Just roll your own. There isn't any magic at all. Using Apache's TeeOutputStream you would basically use the code below. Of course using the Apache Commons I/O library you can leverage other classes, but sometimes it is nice to actually write something for yourself. :)
public final class TeeOutputStream extends OutputStream {
private final OutputStream out;
private final OutputStream tee;
public TeeOutputStream(OutputStream out, OutputStream tee) {
if (out == null)
throw new NullPointerException();
else if (tee == null)
throw new NullPointerException();
this.out = out;
this.tee = tee;
}
#Override
public void write(int b) throws IOException {
out.write(b);
tee.write(b);
}
#Override
public void write(byte[] b) throws IOException {
out.write(b);
tee.write(b);
}
#Override
public void write(byte[] b, int off, int len) throws IOException {
out.write(b, off, len);
tee.write(b, off, len);
}
#Override
public void flush() throws IOException {
out.flush();
tee.flush();
}
#Override
public void close() throws IOException {
try {
out.close();
} finally {
tee.close();
}
}
}
Testing with the above class with the following
public static void main(String[] args) throws IOException {
TeeOutputStream out = new TeeOutputStream(System.out, System.out);
out.write("Hello world!".getBytes());
out.flush();
out.close();
}
would print Hello World!Hello World!.
(Note: the overridden close() could use some care tho' :)
Just found this thread beacause I had to face the same problem.
If someone wants to see my solution (java7 code):
package Core;
import java.io.IOException;
import java.io.OutputStream;
import java.util.Iterator;
import java.util.LinkedList;
import java.util.List;
public class MultiOutputStream extends OutputStream {
private List<OutputStream> out;
public MultiOutputStream(List<OutputStream> outStreams) {
this.out = new LinkedList<OutputStream>();
for (Iterator<OutputStream> i = outStreams.iterator(); i.hasNext();) {
OutputStream outputStream = (OutputStream) i.next();
if(outputStream == null){
throw new NullPointerException();
}
this.out.add(outputStream);
}
}
#Override
public void write(int arg0) throws IOException {
for (Iterator<OutputStream> i = out.iterator(); i.hasNext();) {
OutputStream var = (OutputStream) i.next();
var.write(arg0);
}
}
#Override
public void write(byte[] b) throws IOException{
for (Iterator<OutputStream> i = out.iterator(); i.hasNext();) {
OutputStream var = (OutputStream) i.next();
var.write(b);
}
}
#Override
public void write(byte[] b, int off, int len) throws IOException{
for (Iterator<OutputStream> i = out.iterator(); i.hasNext();) {
OutputStream var = (OutputStream) i.next();
var.write(b, off, len);
}
}
#Override
public void close() throws IOException{
for (Iterator<OutputStream> i = out.iterator(); i.hasNext();) {
OutputStream var = (OutputStream) i.next();
var.close();
}
}
#Override
public void flush() throws IOException{
for (Iterator<OutputStream> i = out.iterator(); i.hasNext();) {
OutputStream var = (OutputStream) i.next();
var.flush();
}
}
}
Works fine so far, just tested some basic operation, e.g. setting up a MultiOutputStream from the System.out Stream and 2 PrintStreams each writing into a seperate log.
I used
System.setOut(multiOutputStream);
to write to my terminal screen and two logs which worked without any problems.

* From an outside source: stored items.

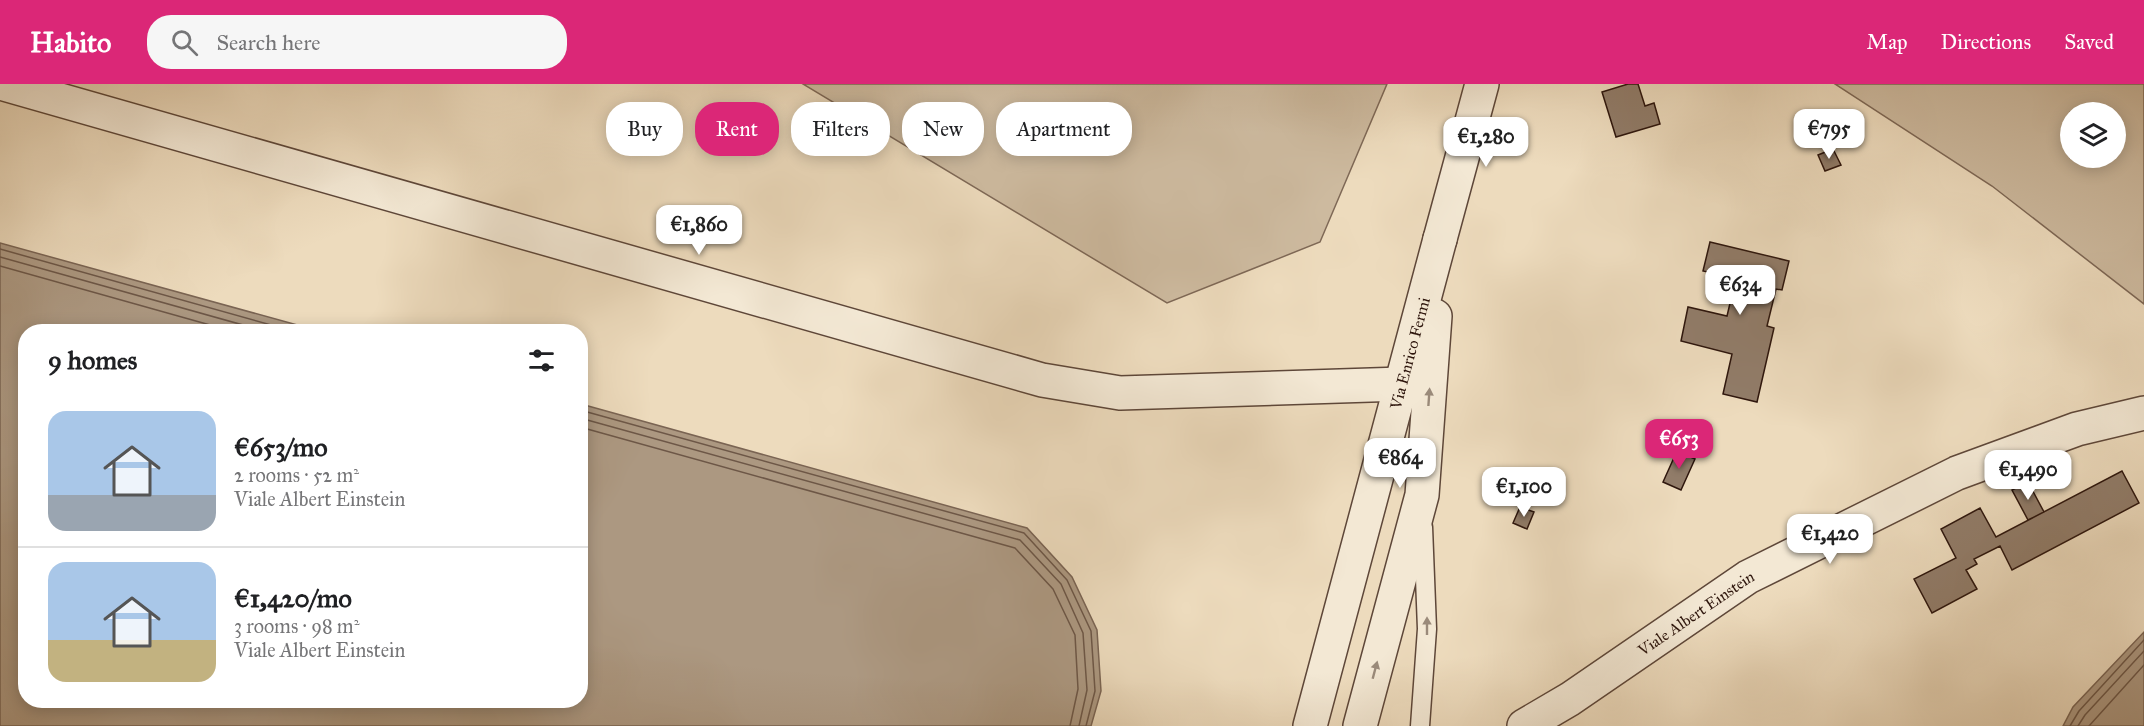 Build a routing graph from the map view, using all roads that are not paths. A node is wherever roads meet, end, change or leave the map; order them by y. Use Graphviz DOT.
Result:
graph roads {
  1 [pos="3,84"];
  2 [pos="1482,84"];
  3 [pos="1440,239"];
  4 [pos="1402,384"];
  5 [pos="2144,413"];
  6 [pos="1422,495"];
  7 [pos="1310,726"];
  8 [pos="1360,726"];
  9 [pos="1420,726"];
  10 [pos="1524,726"];
  1 -- 4 [label="street"];
  2 -- 3 [label="street, Via Enrico Fermi"];
  3 -- 4 [label="street, Via Enrico Fermi"];
  6 -- 3 [label="street, one-way"];
  4 -- 7 [label="street, Via Enrico Fermi"];
  5 -- 10 [label="street, Viale Albert Einstein"];
  8 -- 6 [label="street, one-way"];
  9 -- 6 [label="lane, one-way"];
} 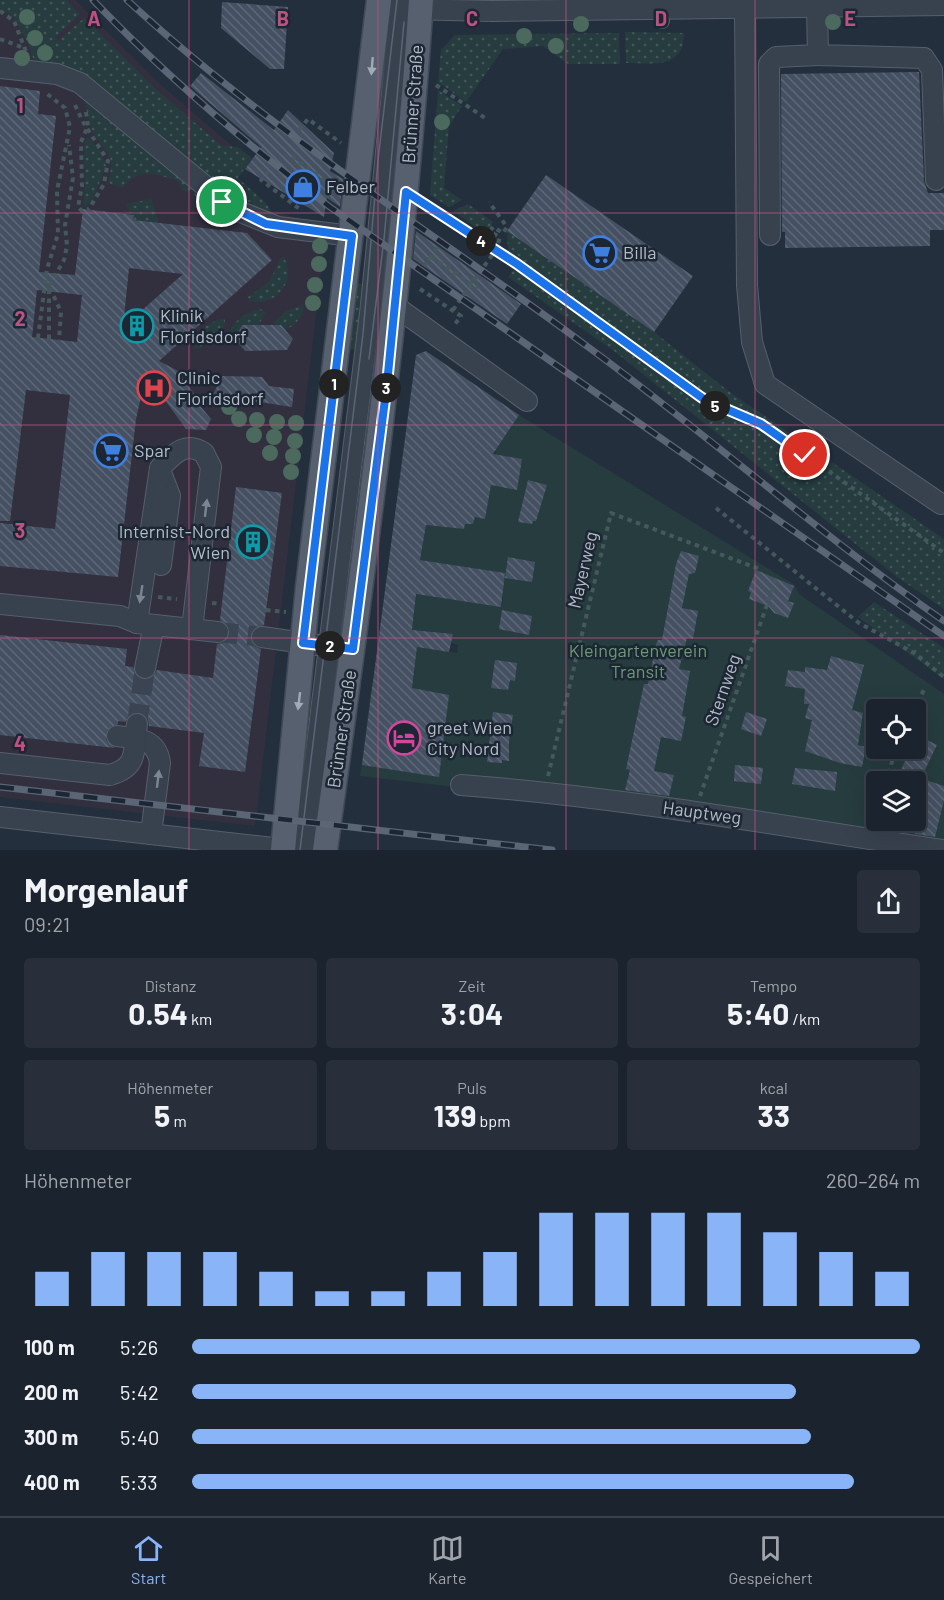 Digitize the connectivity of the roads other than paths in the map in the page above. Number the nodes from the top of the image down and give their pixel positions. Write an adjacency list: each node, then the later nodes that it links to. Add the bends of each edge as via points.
1 (400, 4): 3 (street); 9 (main road, one-way to 9); 10 (main road, Brünner Straße, via 406,192); 21 (street, via 371,305)
2 (944, 5): 4 (street)
3 (745, 7): 4 (street); 13 (street, via 747,285 752,342 765,384)
4 (817, 8): 5 (street)
5 (818, 55): 7 (street, via 924,58 932,70); 8 (street, via 776,57 769,64)
6 (0, 68): 9 (street, via 72,79 233,209 278,227)
7 (936, 180)
8 (770, 235)
9 (352, 236): 20 (main road)
10 (395, 306): 11 (street); 22 (main road, Brünner Straße)
11 (527, 401)
12 (160, 468): 14 (street, via 170,496); 16 (street, one-way to 16); 17 (street, one-way to 12, via 211,467 204,453 188,448 178,450)
13 (941, 504)
14 (161, 565)
15 (0, 604): 16 (street, via 120,616)
16 (145, 624): 17 (street); 23 (street)
17 (192, 629): 18 (street)
18 (218, 632)
19 (262, 637): 20 (street)
20 (303, 643): 21 (street); 28 (main road, one-way to 28)
21 (328, 646): 22 (street); 28 (street)
22 (353, 649): 29 (main road, Brünner Straße)
23 (145, 668)
24 (0, 763): 27 (street, one-way to 24, via 158,752 153,744 130,732 132,762 126,771 110,775)
25 (461, 785): 30 (street, Hauptweg, via 695,810)
26 (0, 817): 27 (street)
27 (151, 834): 28 (street)
28 (290, 850)
29 (325, 850)
30 (942, 850) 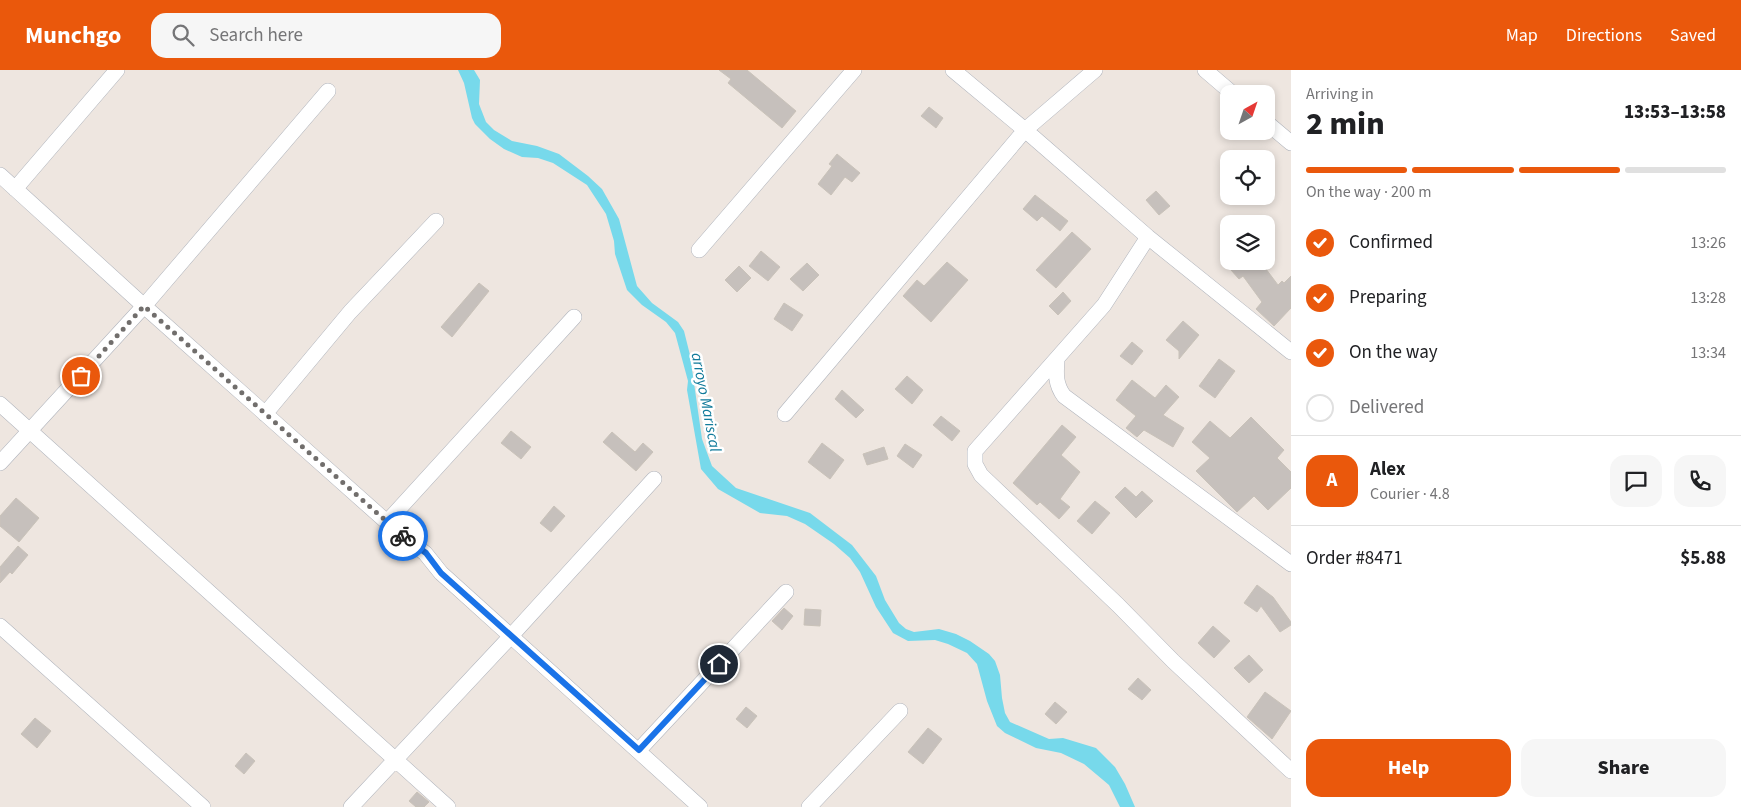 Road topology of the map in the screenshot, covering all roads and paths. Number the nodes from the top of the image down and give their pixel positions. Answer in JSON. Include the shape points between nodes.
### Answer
{"nodes":[{"id":1,"x":117,"y":70,"type":"edge"},
{"id":2,"x":854,"y":70,"type":"edge"},
{"id":3,"x":953,"y":70,"type":"edge"},
{"id":4,"x":1095,"y":70,"type":"edge"},
{"id":5,"x":1206,"y":70,"type":"edge"},
{"id":6,"x":1223,"y":85,"type":"edge"},
{"id":7,"x":328,"y":91,"type":"dead end"},
{"id":8,"x":1025,"y":130,"type":"junction"},
{"id":9,"x":1275,"y":130,"type":"edge"},
{"id":10,"x":1291,"y":143,"type":"edge"},
{"id":11,"x":0,"y":175,"type":"edge"},
{"id":12,"x":15,"y":189,"type":"junction"},
{"id":13,"x":436,"y":221,"type":"dead end"},
{"id":14,"x":1148,"y":237,"type":"junction"},
{"id":15,"x":699,"y":250,"type":"dead end"},
{"id":16,"x":144,"y":306,"type":"junction"},
{"id":17,"x":574,"y":316,"type":"dead end"},
{"id":18,"x":1291,"y":352,"type":"edge"},
{"id":19,"x":1057,"y":358,"type":"junction"},
{"id":20,"x":0,"y":404,"type":"edge"},
{"id":21,"x":265,"y":414,"type":"junction"},
{"id":22,"x":785,"y":414,"type":"dead end"},
{"id":23,"x":30,"y":431,"type":"junction"},
{"id":24,"x":0,"y":463,"type":"edge"},
{"id":25,"x":654,"y":479,"type":"dead end"},
{"id":26,"x":387,"y":522,"type":"junction"},
{"id":27,"x":1291,"y":564,"type":"edge"},
{"id":28,"x":786,"y":592,"type":"dead end"},
{"id":29,"x":0,"y":626,"type":"edge"},
{"id":30,"x":511,"y":636,"type":"junction"},
{"id":31,"x":900,"y":711,"type":"dead end"},
{"id":32,"x":639,"y":750,"type":"junction"},
{"id":33,"x":396,"y":759,"type":"junction"},
{"id":34,"x":1288,"y":764,"type":"edge"},
{"id":35,"x":203,"y":807,"type":"edge"},
{"id":36,"x":351,"y":807,"type":"edge"},
{"id":37,"x":448,"y":807,"type":"edge"},
{"id":38,"x":700,"y":807,"type":"edge"},
{"id":39,"x":810,"y":807,"type":"edge"}],
"edges":[{"from":1,"to":12,"type":"street"},
{"from":2,"to":15,"type":"street"},
{"from":3,"to":8,"type":"street"},
{"from":4,"to":8,"type":"street"},
{"from":5,"to":6,"type":"street"},
{"from":7,"to":16,"type":"street"},
{"from":8,"to":14,"type":"street"},
{"from":8,"to":22,"type":"street"},
{"from":9,"to":10,"type":"street"},
{"from":11,"to":12,"type":"street"},
{"from":12,"to":16,"type":"street"},
{"from":13,"to":21,"type":"street","via":[[350,312]]},
{"from":14,"to":18,"type":"street"},
{"from":14,"to":19,"type":"street","via":[[1104,305]]},
{"from":16,"to":21,"type":"street"},
{"from":16,"to":23,"type":"street"},
{"from":17,"to":26,"type":"street"},
{"from":19,"to":27,"type":"street","via":[[1056,378],[1064,396]]},
{"from":19,"to":34,"type":"street","via":[[974,451],[974,464],[981,475],[1172,661]]},
{"from":20,"to":23,"type":"street"},
{"from":21,"to":26,"type":"street"},
{"from":23,"to":24,"type":"street"},
{"from":23,"to":33,"type":"street"},
{"from":25,"to":30,"type":"street"},
{"from":26,"to":30,"type":"street","via":[[426,553],[441,573]]},
{"from":28,"to":32,"type":"street"},
{"from":29,"to":35,"type":"street"},
{"from":30,"to":32,"type":"street"},
{"from":30,"to":33,"type":"street"},
{"from":31,"to":39,"type":"street"},
{"from":32,"to":38,"type":"street"},
{"from":33,"to":36,"type":"street"},
{"from":33,"to":37,"type":"street"}]}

final ByteArrayOutputStream byteStream = new ByteArrayOutputStream();
final FileOutputStream fileStream = new FileOutputStream(new File("/tmp/somefile"));
OutputStream outStream = new OutputStream() {
public void write(int b) throws IOException {
byteStream.write(b);
fileStream.write(b);
}
};
outStream.write("Hello world".getBytes());
Roll your own, it's basically trivial. Use an ArrayList<OutputStream> or whatever's popular nowadays to store all the streams you want and write the write method to loop over all of them, writing to each.